“Kill them! Kill them all!” There was a wild, half-mad quality
to his tone that set fingers of ice clawing at my spine, and I knew in that instant
that something was deeply wrong with Thauvik.
Behind him, the door reserved for the king burst open and a pair of the Crown Elite
came rushing through. They had weapons in their hand and spells uncoiling like curls
of glimmering fire at their fingertips. On either side of the Elite, the giant stone
dogs who familiared them slid silently up through the marble tiles of the floor, rising
from the cold ground beneath, where they had been lying concealed. Elemental creatures
of earth, the stone dogs could swim through dirt and rock as easily as any fish through
water. They left no marks on the tiles when they emerged.
Grabbing Maylien, I cried out with my mind,
Triss, shroud!
Darkness swallowed us as he spun himself into a cloud of blackness.

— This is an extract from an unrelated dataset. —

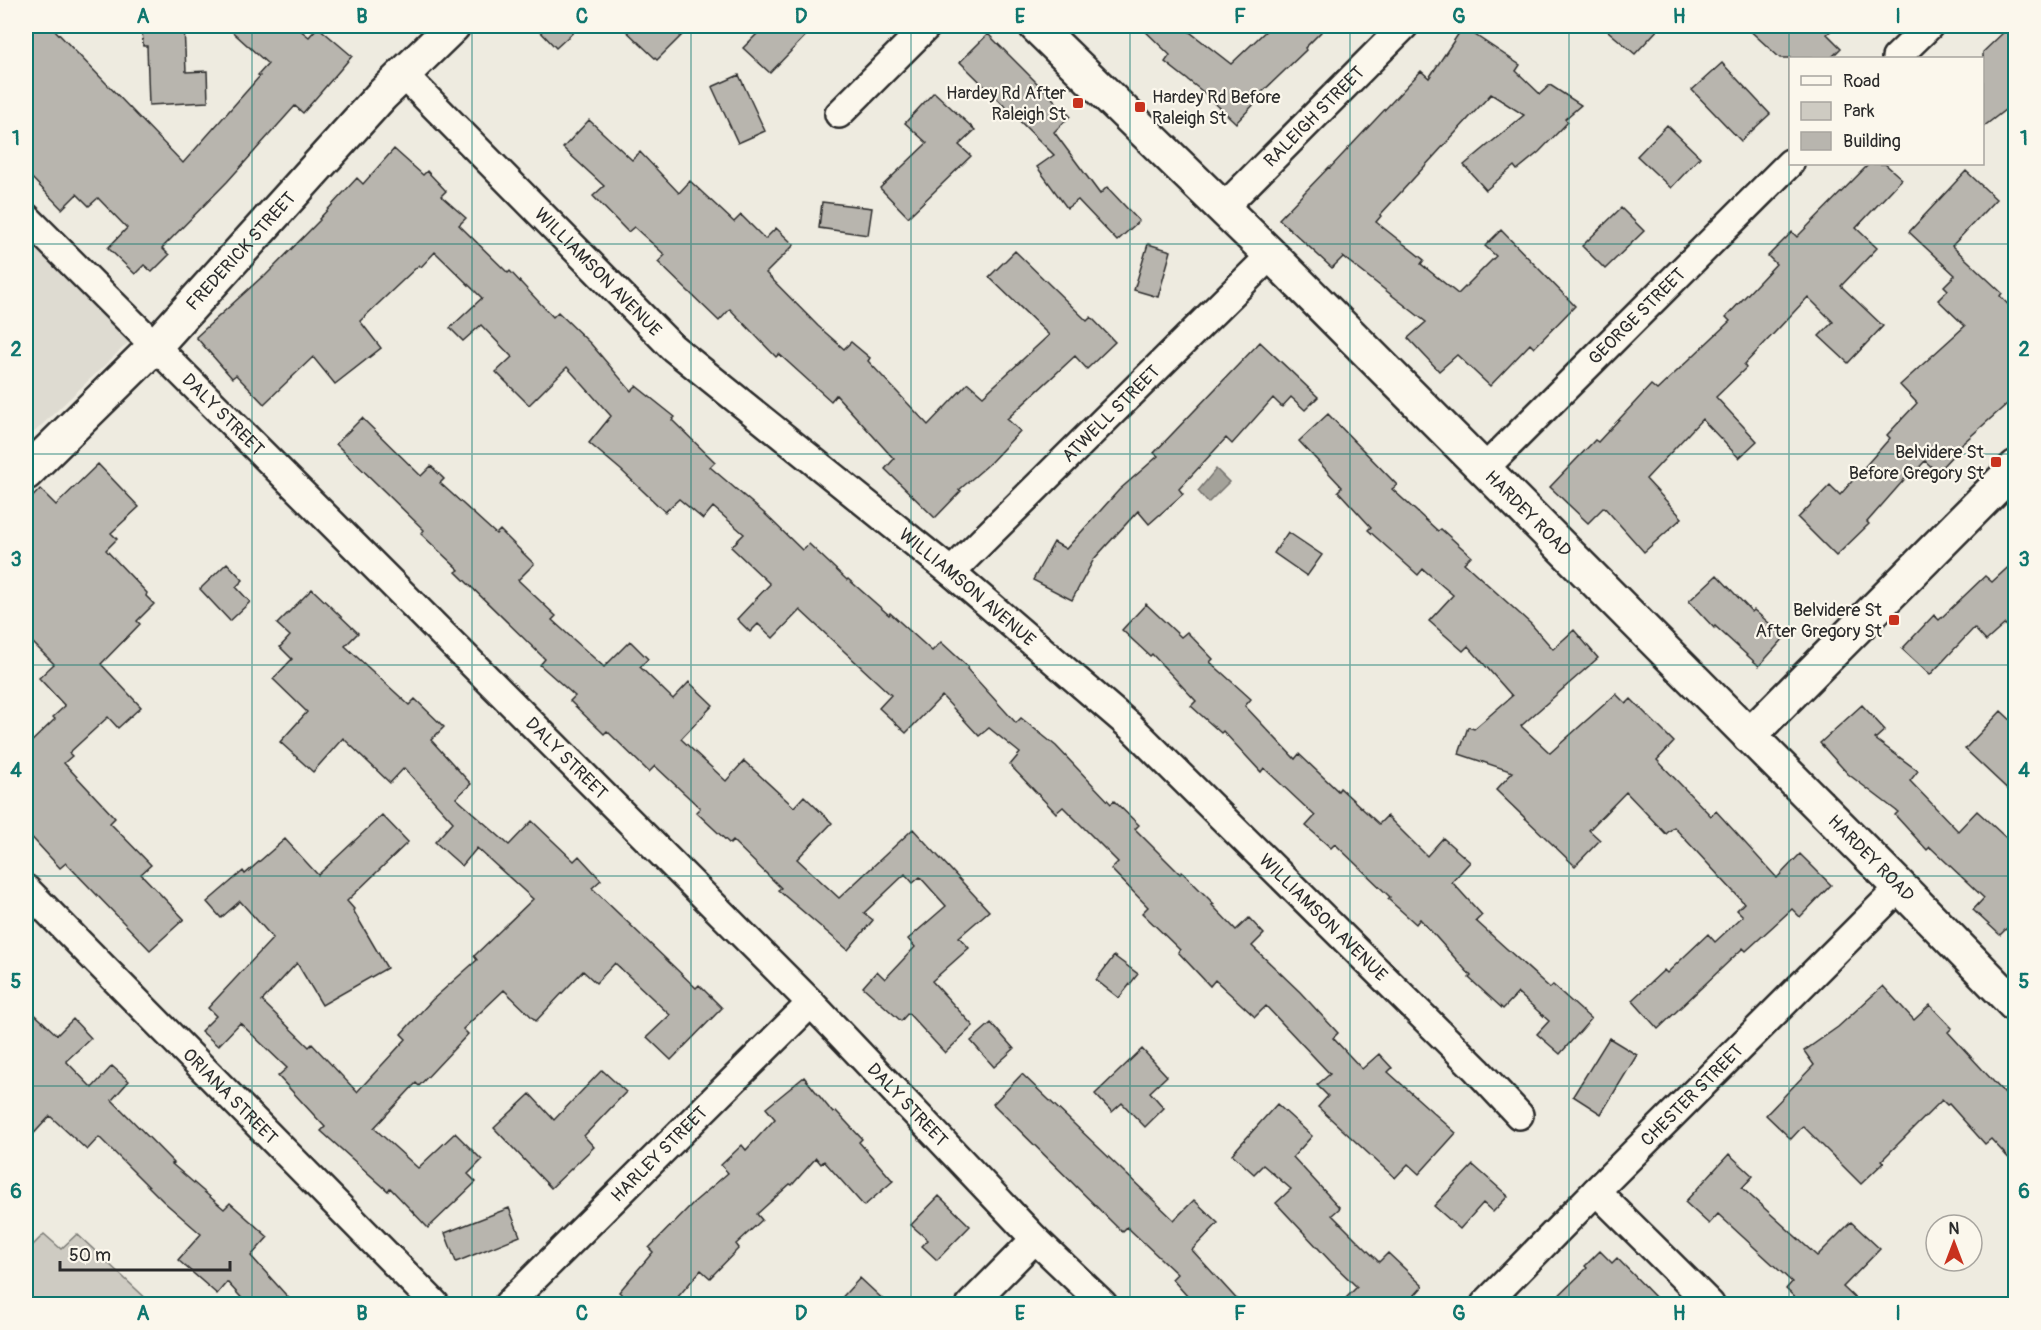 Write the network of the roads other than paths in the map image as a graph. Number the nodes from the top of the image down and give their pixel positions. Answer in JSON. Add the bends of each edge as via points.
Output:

I expected the king to make his exit then, drawn away by his most loyal guards. But
he waved them off, remaining on his throne to watch the carnage. The last thing I
saw before night blocked my sight was the king’s half-mad grin when one of the Elite
blasted the Warden of the Blood aside with a spell that nearly tore the woman’s head
off.
Dragging Maylien with me, I rolled wildly away from the dais. I aimed for a gap in
the first rank of ivory chairs where a wild-eyed clan chief had cleared herself some
fighting room. We smashed into her shins and sent her staggering toward the dais,
and she stabbed downward in response, snapping her sword on the stones. She swore
and turned, obviously trying to spot what had hit her, but we had already moved beyond
easy reach. Without the forced awareness of contact, she would have a hard time spotting
us now.
Even one of the Elite—who were trained for such work—would have had difficulties picking
us out amid the swirling chaos of angry lords, jumbled furniture, and fallen bodies.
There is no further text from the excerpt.